Wednesday, June 6, 2018
Deregulation causes hell for tenants
From the NY Times:
Because the building was so unsafe, the city moved the tenants to a Days Inn in Queens, filled mainly with other refugees from damaged apartments, their rent now paid by taxpayers. Ms. Wilkie, her daughter and granddaughter shared a cramped room with two queen-size beds. The hotel’s single, shared microwave became their kitchen.
With help from the Legal Aid Society, Ms. Wilkie and Mr. Brathwaite sued to fix the building on Sterling Place.
That case will take years. Mr. Brathwaite eventually settled, accepting another apartment from Mr. Sussman. Ms. Wilkie decided to fight.
Her family stayed at the Days Inn for more than a year, until the city tried to move her to a homeless shelter in November. To avoid that, she temporarily rented an apartment in Brownsville, a Brooklyn neighborhood still ungentrified, with a bathroom too small for Wendy’s wheelchair. The monthly rent is $2,110, almost triple what she paid before.
3 comments:
Amazing. They wonder why the middle working class is moving out. Its because we get crushed with taxes just to pay for shit that takes the city years to fix.
Brownsville will never be gentrified
> And if building inspectors fail twice to get inside to investigate complaints of illegal construction, they don’t return a third time; the complaint is tossed out.
Wow. Could you imagine if the cops acted that way? How did anyone ever think that was acceptable?
>the system relies on trust: trust that landlords do the right thing, trust that architects and engineers submit accurate permit applications, trust that landlords report rental histories correctly, trust that eviction suits are legitimate.
>Violation hearings are usually cozy affairs, with a city hearing officer, a buildings department lawyer and a representative of the building or construction firm. Tenants are not invited. Landlords routinely get the benefit of the doubt.
Amazing that they automatically trust one side and not the other. Neither side is trustworthy - both have people trying to cheat the system.

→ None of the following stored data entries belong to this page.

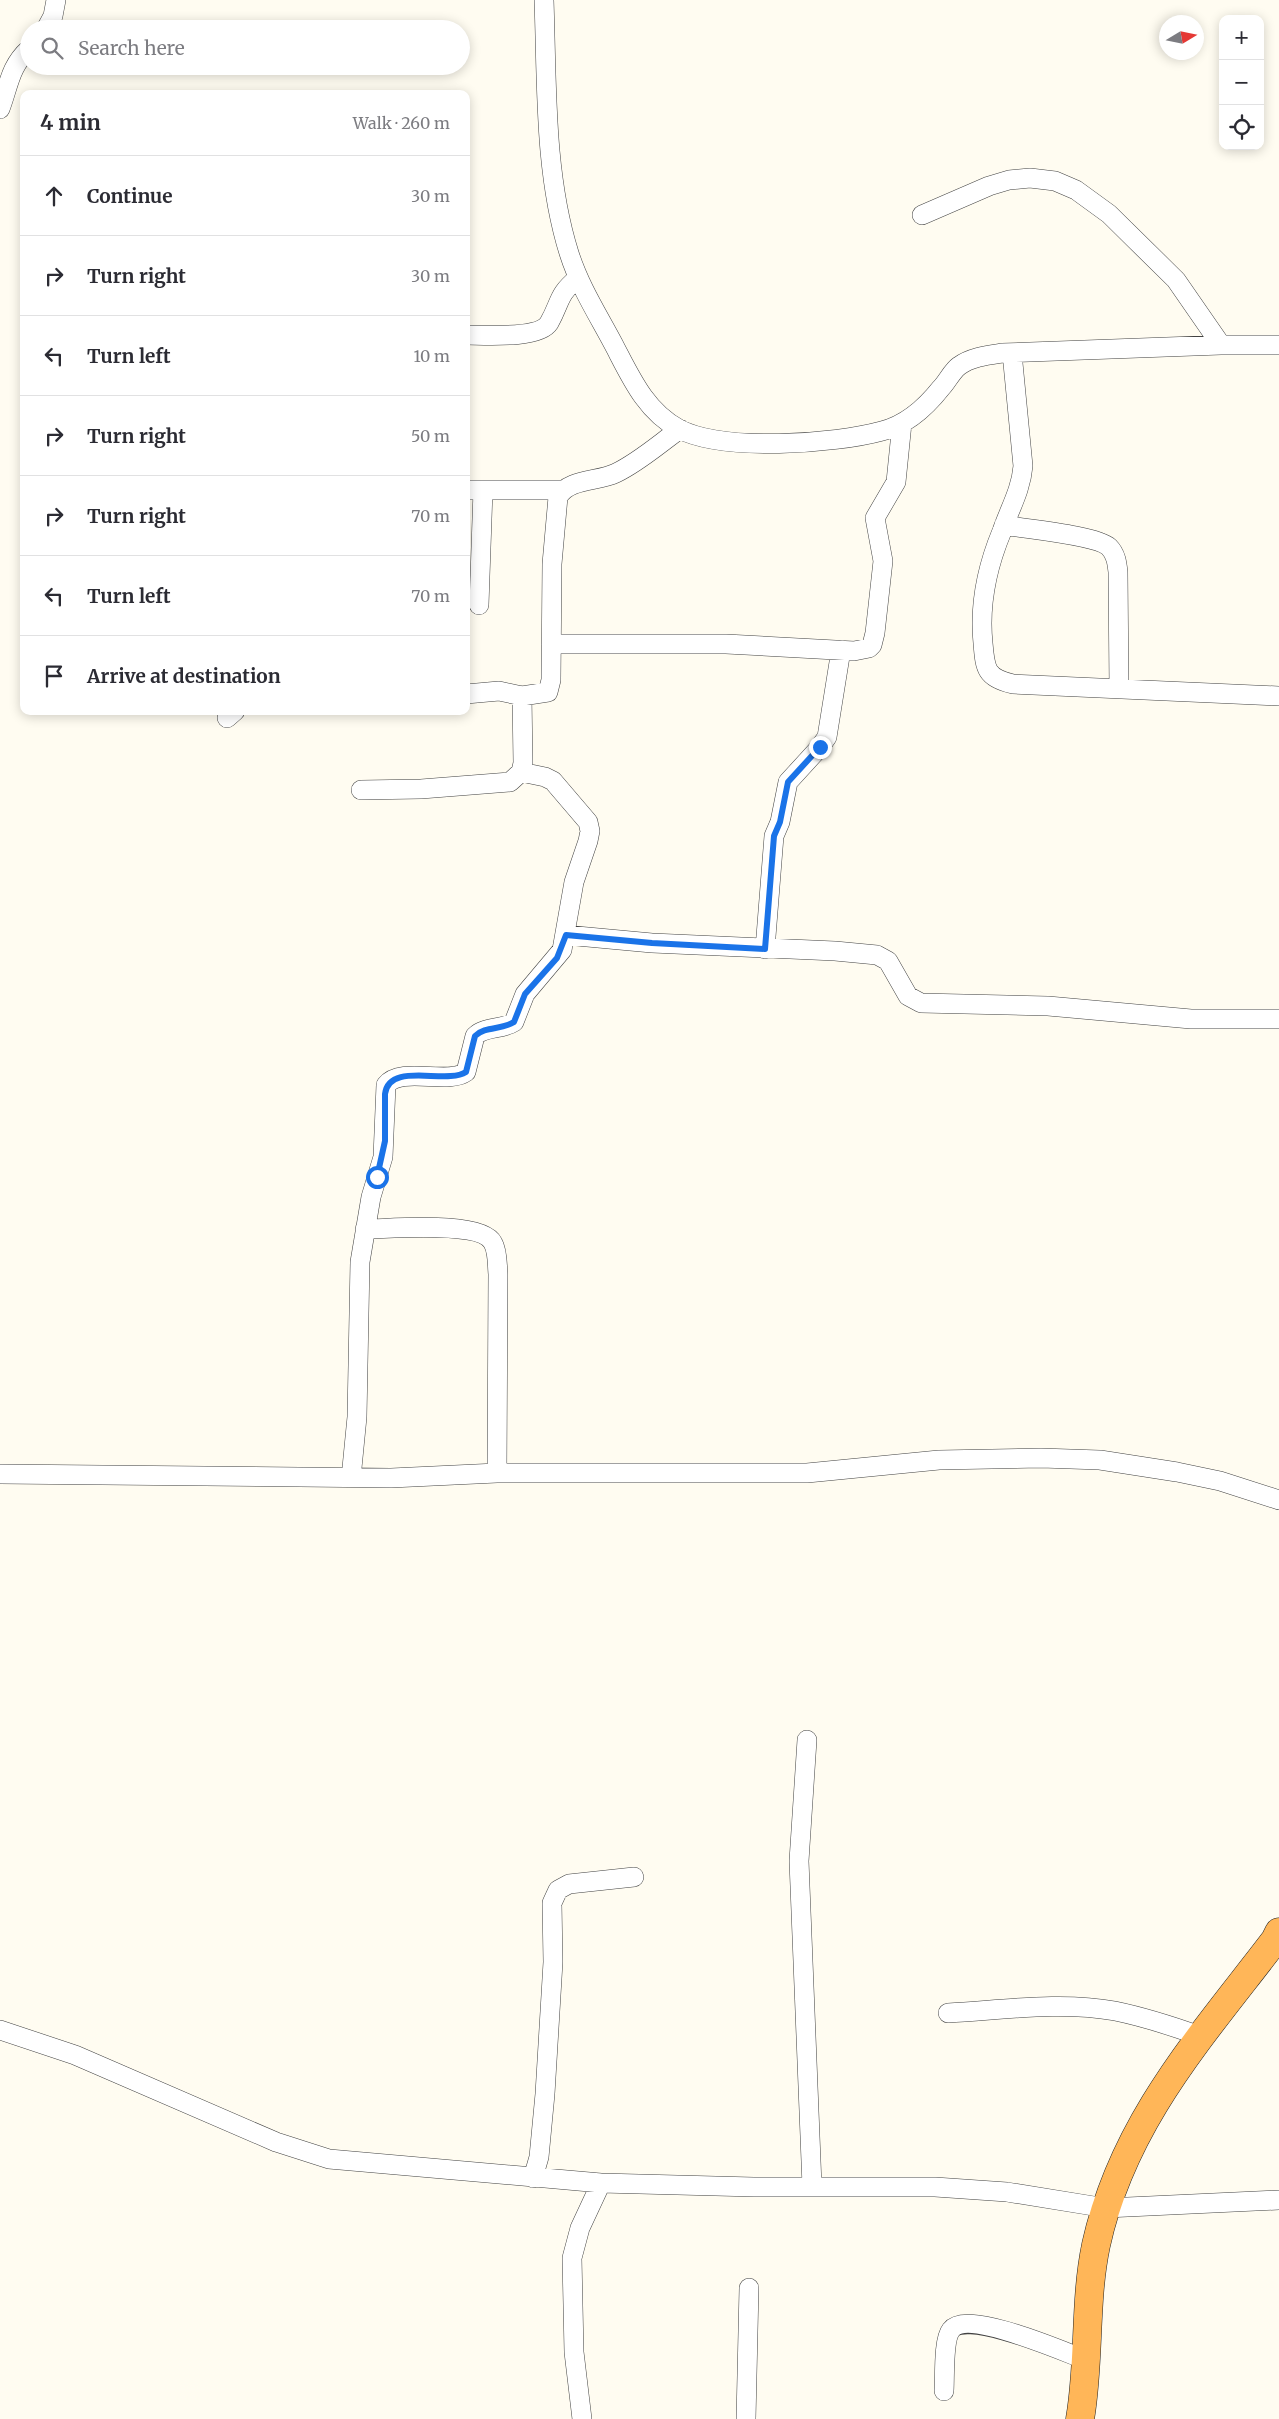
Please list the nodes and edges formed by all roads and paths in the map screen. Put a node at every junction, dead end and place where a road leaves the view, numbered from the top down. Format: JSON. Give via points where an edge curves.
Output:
{"nodes":[{"id":1,"x":56,"y":0,"type":"edge"},
{"id":2,"x":544,"y":0,"type":"edge"},
{"id":3,"x":51,"y":20,"type":"edge"},
{"id":4,"x":20,"y":59,"type":"edge"},
{"id":5,"x":0,"y":108,"type":"edge"},
{"id":6,"x":922,"y":215,"type":"dead end"},
{"id":7,"x":578,"y":278,"type":"junction"},
{"id":8,"x":470,"y":335,"type":"edge"},
{"id":9,"x":1221,"y":345,"type":"junction"},
{"id":10,"x":1279,"y":345,"type":"edge"},
{"id":11,"x":1012,"y":352,"type":"junction"},
{"id":12,"x":902,"y":423,"type":"junction"},
{"id":13,"x":680,"y":429,"type":"junction"},
{"id":14,"x":475,"y":490,"type":"edge"},
{"id":15,"x":562,"y":490,"type":"junction"},
{"id":16,"x":1004,"y":525,"type":"junction"},
{"id":17,"x":479,"y":605,"type":"dead end"},
{"id":18,"x":551,"y":644,"type":"junction"},
{"id":19,"x":841,"y":650,"type":"junction"},
{"id":20,"x":1119,"y":689,"type":"junction"},
{"id":21,"x":470,"y":694,"type":"edge"},
{"id":22,"x":522,"y":696,"type":"junction"},
{"id":23,"x":1279,"y":696,"type":"edge"},
{"id":24,"x":521,"y":772,"type":"junction"},
{"id":25,"x":361,"y":790,"type":"dead end"},
{"id":26,"x":566,"y":935,"type":"junction"},
{"id":27,"x":765,"y":949,"type":"junction"},
{"id":28,"x":1279,"y":1019,"type":"edge"},
{"id":29,"x":364,"y":1229,"type":"junction"},
{"id":30,"x":497,"y":1473,"type":"junction"},
{"id":31,"x":0,"y":1474,"type":"edge"},
{"id":32,"x":351,"y":1478,"type":"junction"},
{"id":33,"x":1279,"y":1500,"type":"edge"},
{"id":34,"x":807,"y":1740,"type":"dead end"},
{"id":35,"x":634,"y":1877,"type":"dead end"},
{"id":36,"x":1279,"y":1932,"type":"edge"},
{"id":37,"x":948,"y":2013,"type":"dead end"},
{"id":38,"x":0,"y":2030,"type":"edge"},
{"id":39,"x":1200,"y":2036,"type":"junction"},
{"id":40,"x":533,"y":2178,"type":"junction"},
{"id":41,"x":602,"y":2183,"type":"junction"},
{"id":42,"x":812,"y":2186,"type":"junction"},
{"id":43,"x":1279,"y":2200,"type":"edge"},
{"id":44,"x":1106,"y":2208,"type":"junction"},
{"id":45,"x":748,"y":2288,"type":"dead end"},
{"id":46,"x":1086,"y":2360,"type":"junction"},
{"id":47,"x":944,"y":2391,"type":"dead end"},
{"id":48,"x":582,"y":2419,"type":"edge"},
{"id":49,"x":746,"y":2419,"type":"edge"},
{"id":50,"x":1080,"y":2419,"type":"edge"}],
"edges":[{"from":1,"to":3,"type":"street"},
{"from":2,"to":7,"type":"street","via":[[552,164],[562,227]]},
{"from":4,"to":5,"type":"street","via":[[12,69]]},
{"from":6,"to":9,"type":"street","via":[[1009,180],[1055,181],[1076,190],[1109,214],[1176,280]]},
{"from":7,"to":8,"type":"street","via":[[563,291],[549,323],[538,332]]},
{"from":7,"to":13,"type":"street","via":[[637,390],[655,411]]},
{"from":9,"to":10,"type":"street"},
{"from":9,"to":11,"type":"street"},
{"from":11,"to":12,"type":"street","via":[[979,357],[960,366],[922,410]]},
{"from":11,"to":16,"type":"street","via":[[1023,466],[1022,483]]},
{"from":12,"to":13,"type":"street","via":[[885,431],[816,442],[768,443],[706,437]]},
{"from":12,"to":19,"type":"street","via":[[896,482],[875,518],[883,560],[873,640],[869,648],[863,650]]},
{"from":13,"to":15,"type":"street","via":[[616,473]]},
{"from":14,"to":15,"type":"street"},
{"from":14,"to":17,"type":"street"},
{"from":15,"to":18,"type":"street","via":[[554,532]]},
{"from":16,"to":20,"type":"street","via":[[1082,538],[1109,547],[1116,557],[1118,572]]},
{"from":16,"to":20,"type":"street","via":[[983,597],[984,657],[991,677],[1013,684]]},
{"from":18,"to":19,"type":"street","via":[[726,644]]},
{"from":18,"to":22,"type":"street","via":[[551,688],[544,694]]},
{"from":19,"to":27,"type":"street","via":[[827,737],[792,776],[784,791],[780,822],[774,836]]},
{"from":20,"to":23,"type":"street"},
{"from":21,"to":22,"type":"street","via":[[499,691]]},
{"from":22,"to":24,"type":"street"},
{"from":24,"to":25,"type":"street","via":[[517,778],[503,784]]},
{"from":24,"to":26,"type":"street","via":[[553,781],[588,822],[590,831],[574,882]]},
{"from":26,"to":27,"type":"street"},
{"from":26,"to":29,"type":"street","via":[[557,958],[525,994],[514,1022],[484,1030],[475,1036],[466,1072],[454,1076],[408,1077],[386,1085],[383,1157]]},
{"from":27,"to":28,"type":"street","via":[[877,955],[888,961],[908,996],[921,1003],[1048,1006],[1173,1018]]},
{"from":29,"to":30,"type":"street","via":[[454,1228],[485,1234],[493,1242],[498,1274]]},
{"from":29,"to":32,"type":"street","via":[[360,1262],[357,1417]]},
{"from":30,"to":32,"type":"street"},
{"from":30,"to":33,"type":"street","via":[[807,1473],[939,1460],[1090,1460],[1220,1481]]},
{"from":31,"to":32,"type":"street"},
{"from":34,"to":42,"type":"street","via":[[799,1861]]},
{"from":35,"to":40,"type":"street","via":[[568,1884],[558,1890],[552,1904],[553,1962],[545,2094],[539,2157]]},
{"from":36,"to":39,"type":"highway"},
{"from":37,"to":39,"type":"street","via":[[1083,2007],[1158,2021]]},
{"from":38,"to":40,"type":"street","via":[[75,2055],[276,2142],[329,2159]]},
{"from":39,"to":44,"type":"highway","via":[[1150,2109]]},
{"from":40,"to":41,"type":"street"},
{"from":41,"to":42,"type":"street"},
{"from":41,"to":48,"type":"street","via":[[580,2228],[572,2258],[574,2352]]},
{"from":42,"to":44,"type":"street","via":[[935,2187],[1006,2192]]},
{"from":43,"to":44,"type":"street"},
{"from":44,"to":46,"type":"highway","via":[[1096,2247]]},
{"from":45,"to":49,"type":"street"},
{"from":46,"to":47,"type":"street","via":[[995,2328],[977,2324],[958,2325],[951,2330],[948,2339]]},
{"from":46,"to":50,"type":"highway"}]}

>Most permit applications for apartment renovations get only a cursory review. That is because architects and engineers are allowed to “self-certify” that they follow the rules, letting them quickly obtain permits for what they say is minor work. A self-certified permit is often approved within days. Applications that are actually reviewed — those for more extensive work — can take months.
This basically encourages them to lie.